**REQUIRED ACTION**
All of the data should be output character for character, except the pictures.

(Beginning of DATA FOR THIS EXERCISE)

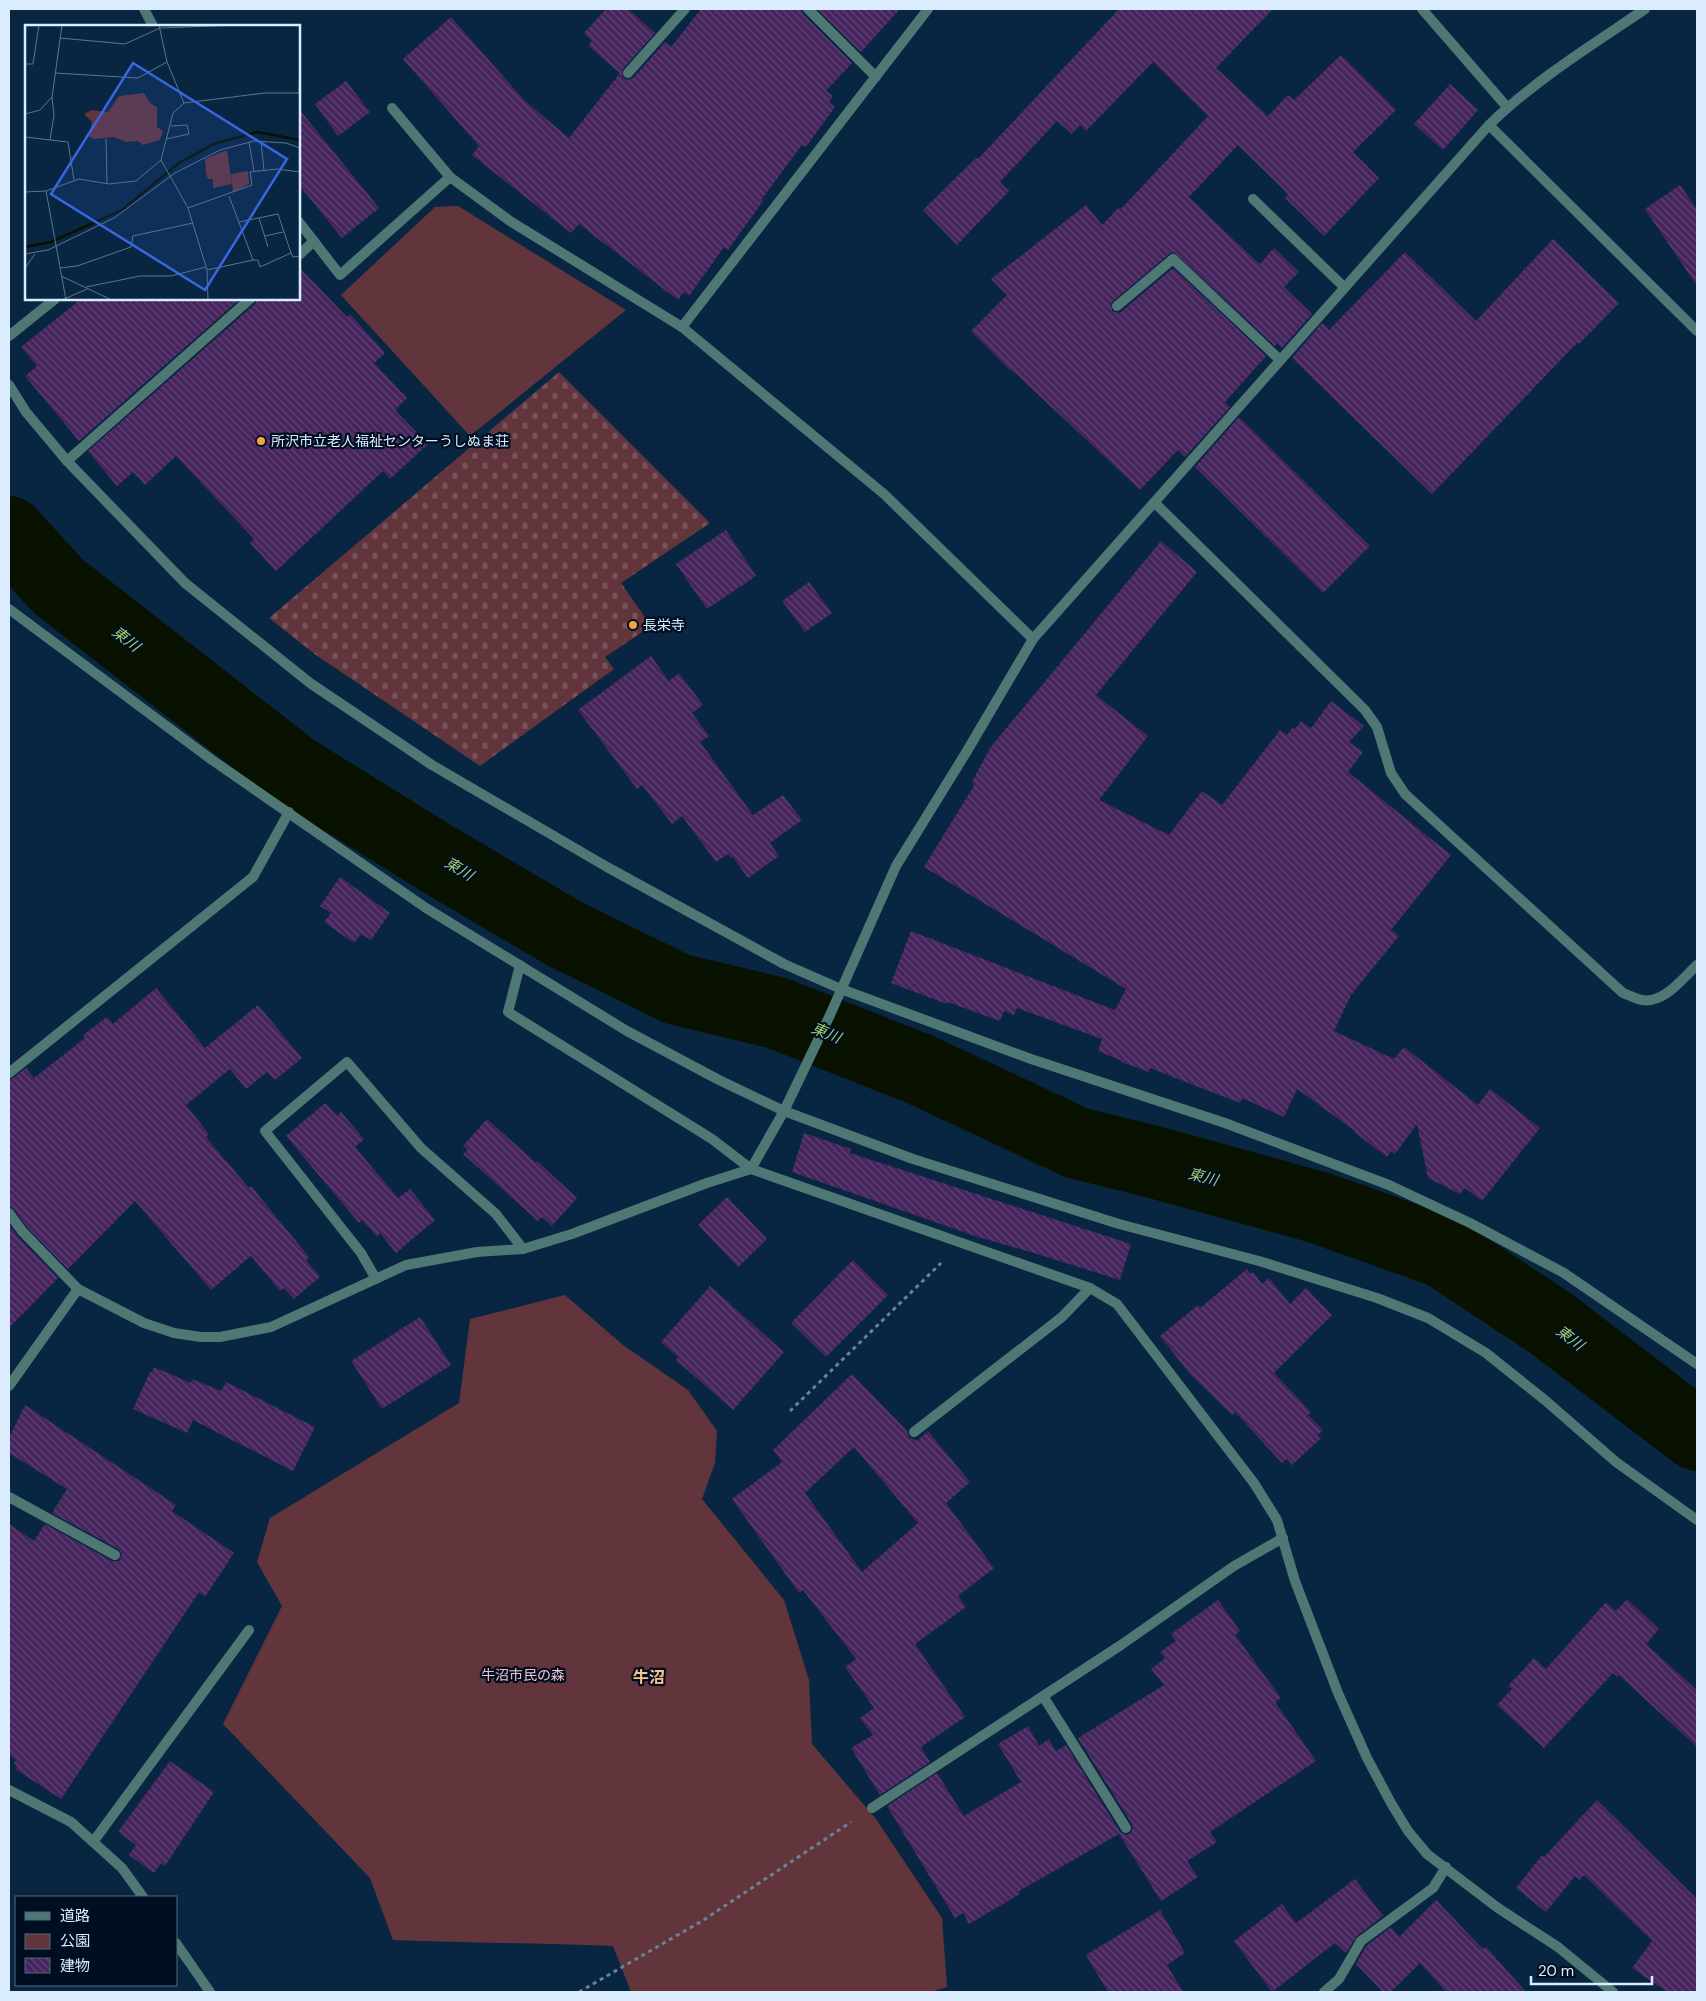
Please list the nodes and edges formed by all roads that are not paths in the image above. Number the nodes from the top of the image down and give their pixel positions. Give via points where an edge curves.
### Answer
1 (144, 9) edge
2 (685, 9) edge
3 (808, 9) edge
4 (928, 9) edge
5 (1422, 9) edge
6 (1645, 9) edge
7 (152, 25) edge
8 (628, 73) dead end
9 (876, 76) junction
10 (1507, 107) junction
11 (392, 108) dead end
12 (1489, 125) junction
13 (450, 177) junction
14 (1253, 199) dead end
15 (300, 223) edge
16 (314, 241) junction
17 (300, 254) edge
18 (1344, 287) junction
19 (54, 300) edge
20 (249, 300) edge
21 (1117, 306) dead end
22 (682, 327) junction
23 (1697, 332) edge
24 (9, 336) edge
25 (1280, 360) junction
26 (9, 385) edge
27 (67, 461) junction
28 (1155, 503) junction
29 (9, 609) edge
30 (1033, 639) junction
31 (288, 812) junction
32 (520, 965) junction
33 (1697, 965) edge
34 (842, 989) junction
35 (9, 1073) edge
36 (784, 1111) junction
37 (751, 1170) junction
38 (9, 1213) edge
39 (523, 1249) junction
40 (376, 1279) junction
41 (78, 1288) junction
42 (1090, 1288) junction
43 (1697, 1364) edge
44 (9, 1386) edge
45 (914, 1432) dead end
46 (9, 1497) edge
47 (1697, 1520) edge
48 (1283, 1538) junction
49 (115, 1555) dead end
50 (249, 1630) dead end
51 (1043, 1696) junction
52 (9, 1790) edge
53 (872, 1808) road end
54 (1126, 1828) dead end
55 (93, 1842) junction
56 (1446, 1867) junction
57 (142, 1896) edge
58 (178, 1946) edge
59 (210, 1992) edge
60 (1324, 1992) edge
61 (1613, 1992) edge

1 - 7 street
2 - 8 street
3 - 9 street
4 - 9 street
5 - 10 street
6 - 10 street
9 - 22 street
10 - 12 street
11 - 13 street
12 - 18 street
12 - 23 street
13 - 16 street via 340,275
13 - 22 street via 510,221
14 - 18 street
15 - 16 street
16 - 17 street
18 - 25 street
19 - 24 street
20 - 27 street
21 - 25 street via 1173,259
22 - 30 street via 884,494
25 - 28 street
26 - 27 street via 26,412
27 - 34 street via 185,583 310,683 432,765 599,862 784,964
28 - 30 street
28 - 33 street via 1365,710 1377,727 1391,773 1405,794 1623,993 1642,1000 1654,1000 1667,994
29 - 31 street via 212,760
30 - 34 street via 896,866
31 - 32 street via 426,908
31 - 35 street via 253,877
32 - 36 street via 627,1031
32 - 37 street via 508,1012 712,1139
34 - 36 street
34 - 43 street via 1031,1059 1225,1123 1389,1185 1564,1273
36 - 37 street
36 - 47 street via 913,1159 1119,1224 1259,1261 1428,1318 1486,1353 1616,1462
37 - 39 street
37 - 42 street
38 - 41 street via 22,1231
39 - 40 street via 477,1252 406,1265
39 - 40 street via 496,1214 421,1148 347,1062 265,1131 361,1253
40 - 41 street via 272,1327 201,1338 144,1323
41 - 44 street
42 - 45 street via 1062,1317
42 - 48 street via 1117,1304 1254,1483
46 - 49 street
48 - 51 street via 1234,1566
48 - 56 street via 1294,1581 1367,1758 1408,1830 1426,1854
50 - 55 street
51 - 53 street
51 - 54 street
52 - 55 street via 71,1822
55 - 57 street via 122,1868
56 - 60 street via 1433,1888 1361,1941 1339,1979
56 - 61 street via 1498,1908 1558,1947
58 - 59 street

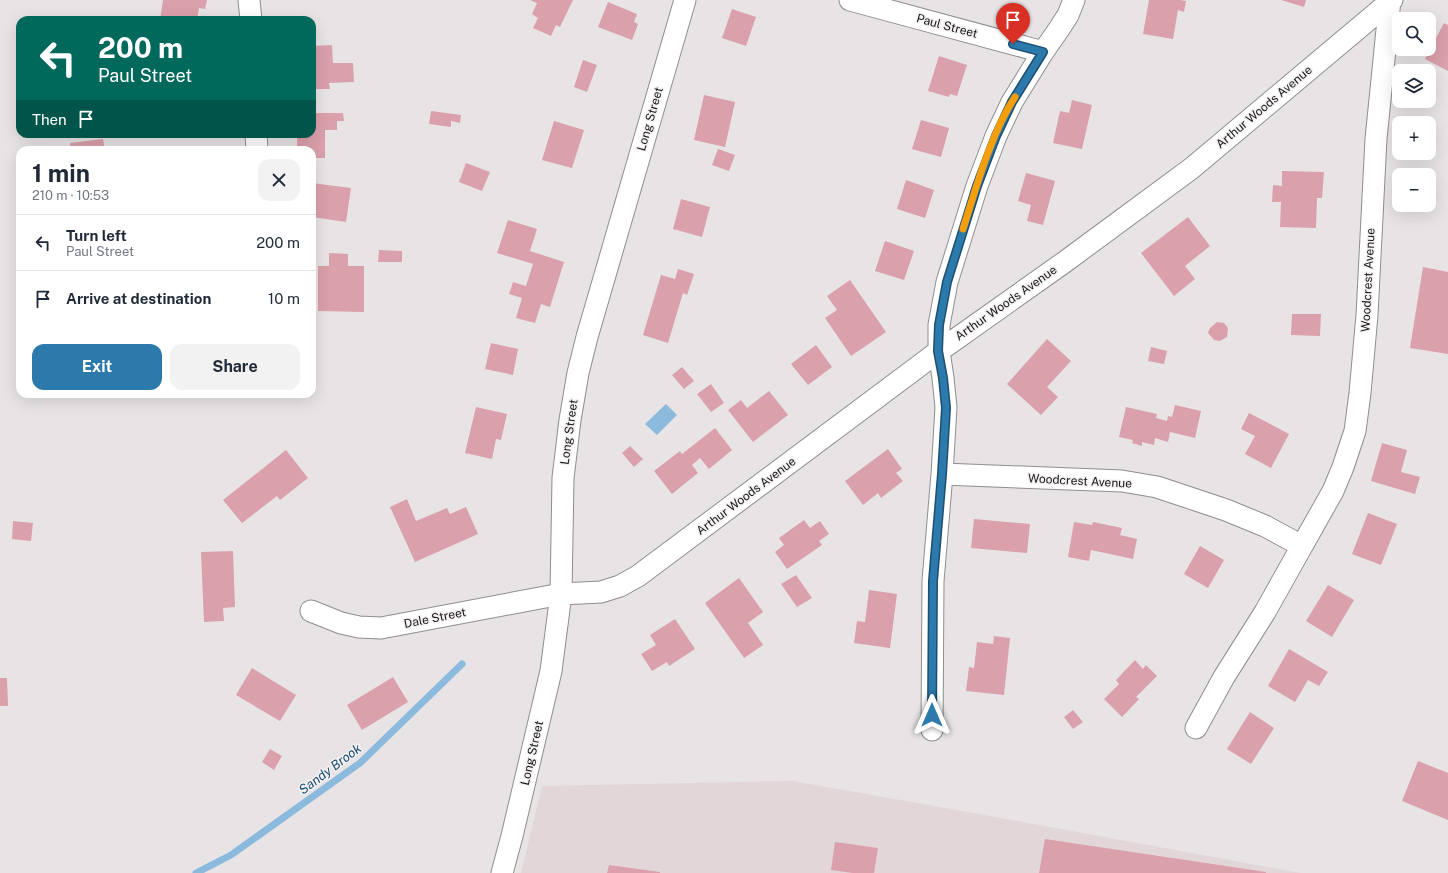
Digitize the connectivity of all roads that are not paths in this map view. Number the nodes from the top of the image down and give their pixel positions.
1 (249, 0) edge
2 (685, 0) edge
3 (850, 0) edge
4 (1074, 0) edge
5 (1391, 1) edge
6 (251, 16) edge
7 (1043, 52) junction
8 (938, 351) junction
9 (942, 474) junction
10 (1302, 546) junction
11 (561, 594) junction
12 (311, 611) dead end
13 (1196, 728) dead end
14 (932, 730) dead end
15 (502, 873) edge

1 - 6 street
2 - 11 street, Long Street
3 - 7 street, Paul Street
4 - 7 street
5 - 8 street, Arthur Woods Avenue
5 - 10 street, Woodcrest Avenue
7 - 8 street
8 - 9 street
8 - 11 street, Arthur Woods Avenue
9 - 10 street, Woodcrest Avenue
9 - 14 street
10 - 13 street, Woodcrest Avenue
11 - 12 street, Dale Street
11 - 15 street, Long Street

(End of DATA FOR THIS EXERCISE)

**ANSWER SECTION**
Please list the nodes and edges formed by all roads that are not paths in the image above. Number the nodes from the top of the image down and give their pixel positions. Give via points where an edge curves.
### Answer
1 (144, 9) edge
2 (685, 9) edge
3 (808, 9) edge
4 (928, 9) edge
5 (1422, 9) edge
6 (1645, 9) edge
7 (152, 25) edge
8 (628, 73) dead end
9 (876, 76) junction
10 (1507, 107) junction
11 (392, 108) dead end
12 (1489, 125) junction
13 (450, 177) junction
14 (1253, 199) dead end
15 (300, 223) edge
16 (314, 241) junction
17 (300, 254) edge
18 (1344, 287) junction
19 (54, 300) edge
20 (249, 300) edge
21 (1117, 306) dead end
22 (682, 327) junction
23 (1697, 332) edge
24 (9, 336) edge
25 (1280, 360) junction
26 (9, 385) edge
27 (67, 461) junction
28 (1155, 503) junction
29 (9, 609) edge
30 (1033, 639) junction
31 (288, 812) junction
32 (520, 965) junction
33 (1697, 965) edge
34 (842, 989) junction
35 (9, 1073) edge
36 (784, 1111) junction
37 (751, 1170) junction
38 (9, 1213) edge
39 (523, 1249) junction
40 (376, 1279) junction
41 (78, 1288) junction
42 (1090, 1288) junction
43 (1697, 1364) edge
44 (9, 1386) edge
45 (914, 1432) dead end
46 (9, 1497) edge
47 (1697, 1520) edge
48 (1283, 1538) junction
49 (115, 1555) dead end
50 (249, 1630) dead end
51 (1043, 1696) junction
52 (9, 1790) edge
53 (872, 1808) road end
54 (1126, 1828) dead end
55 (93, 1842) junction
56 (1446, 1867) junction
57 (142, 1896) edge
58 (178, 1946) edge
59 (210, 1992) edge
60 (1324, 1992) edge
61 (1613, 1992) edge

1 - 7 street
2 - 8 street
3 - 9 street
4 - 9 street
5 - 10 street
6 - 10 street
9 - 22 street
10 - 12 street
11 - 13 street
12 - 18 street
12 - 23 street
13 - 16 street via 340,275
13 - 22 street via 510,221
14 - 18 street
15 - 16 street
16 - 17 street
18 - 25 street
19 - 24 street
20 - 27 street
21 - 25 street via 1173,259
22 - 30 street via 884,494
25 - 28 street
26 - 27 street via 26,412
27 - 34 street via 185,583 310,683 432,765 599,862 784,964
28 - 30 street
28 - 33 street via 1365,710 1377,727 1391,773 1405,794 1623,993 1642,1000 1654,1000 1667,994
29 - 31 street via 212,760
30 - 34 street via 896,866
31 - 32 street via 426,908
31 - 35 street via 253,877
32 - 36 street via 627,1031
32 - 37 street via 508,1012 712,1139
34 - 36 street
34 - 43 street via 1031,1059 1225,1123 1389,1185 1564,1273
36 - 37 street
36 - 47 street via 913,1159 1119,1224 1259,1261 1428,1318 1486,1353 1616,1462
37 - 39 street
37 - 42 street
38 - 41 street via 22,1231
39 - 40 street via 477,1252 406,1265
39 - 40 street via 496,1214 421,1148 347,1062 265,1131 361,1253
40 - 41 street via 272,1327 201,1338 144,1323
41 - 44 street
42 - 45 street via 1062,1317
42 - 48 street via 1117,1304 1254,1483
46 - 49 street
48 - 51 street via 1234,1566
48 - 56 street via 1294,1581 1367,1758 1408,1830 1426,1854
50 - 55 street
51 - 53 street
51 - 54 street
52 - 55 street via 71,1822
55 - 57 street via 122,1868
56 - 60 street via 1433,1888 1361,1941 1339,1979
56 - 61 street via 1498,1908 1558,1947
58 - 59 street

Digitize the connectivity of all roads that are not paths in this map view. Number the nodes from the top of the image down and give their pixel positions.
1 (249, 0) edge
2 (685, 0) edge
3 (850, 0) edge
4 (1074, 0) edge
5 (1391, 1) edge
6 (251, 16) edge
7 (1043, 52) junction
8 (938, 351) junction
9 (942, 474) junction
10 (1302, 546) junction
11 (561, 594) junction
12 (311, 611) dead end
13 (1196, 728) dead end
14 (932, 730) dead end
15 (502, 873) edge

1 - 6 street
2 - 11 street, Long Street
3 - 7 street, Paul Street
4 - 7 street
5 - 8 street, Arthur Woods Avenue
5 - 10 street, Woodcrest Avenue
7 - 8 street
8 - 9 street
8 - 11 street, Arthur Woods Avenue
9 - 10 street, Woodcrest Avenue
9 - 14 street
10 - 13 street, Woodcrest Avenue
11 - 12 street, Dale Street
11 - 15 street, Long Street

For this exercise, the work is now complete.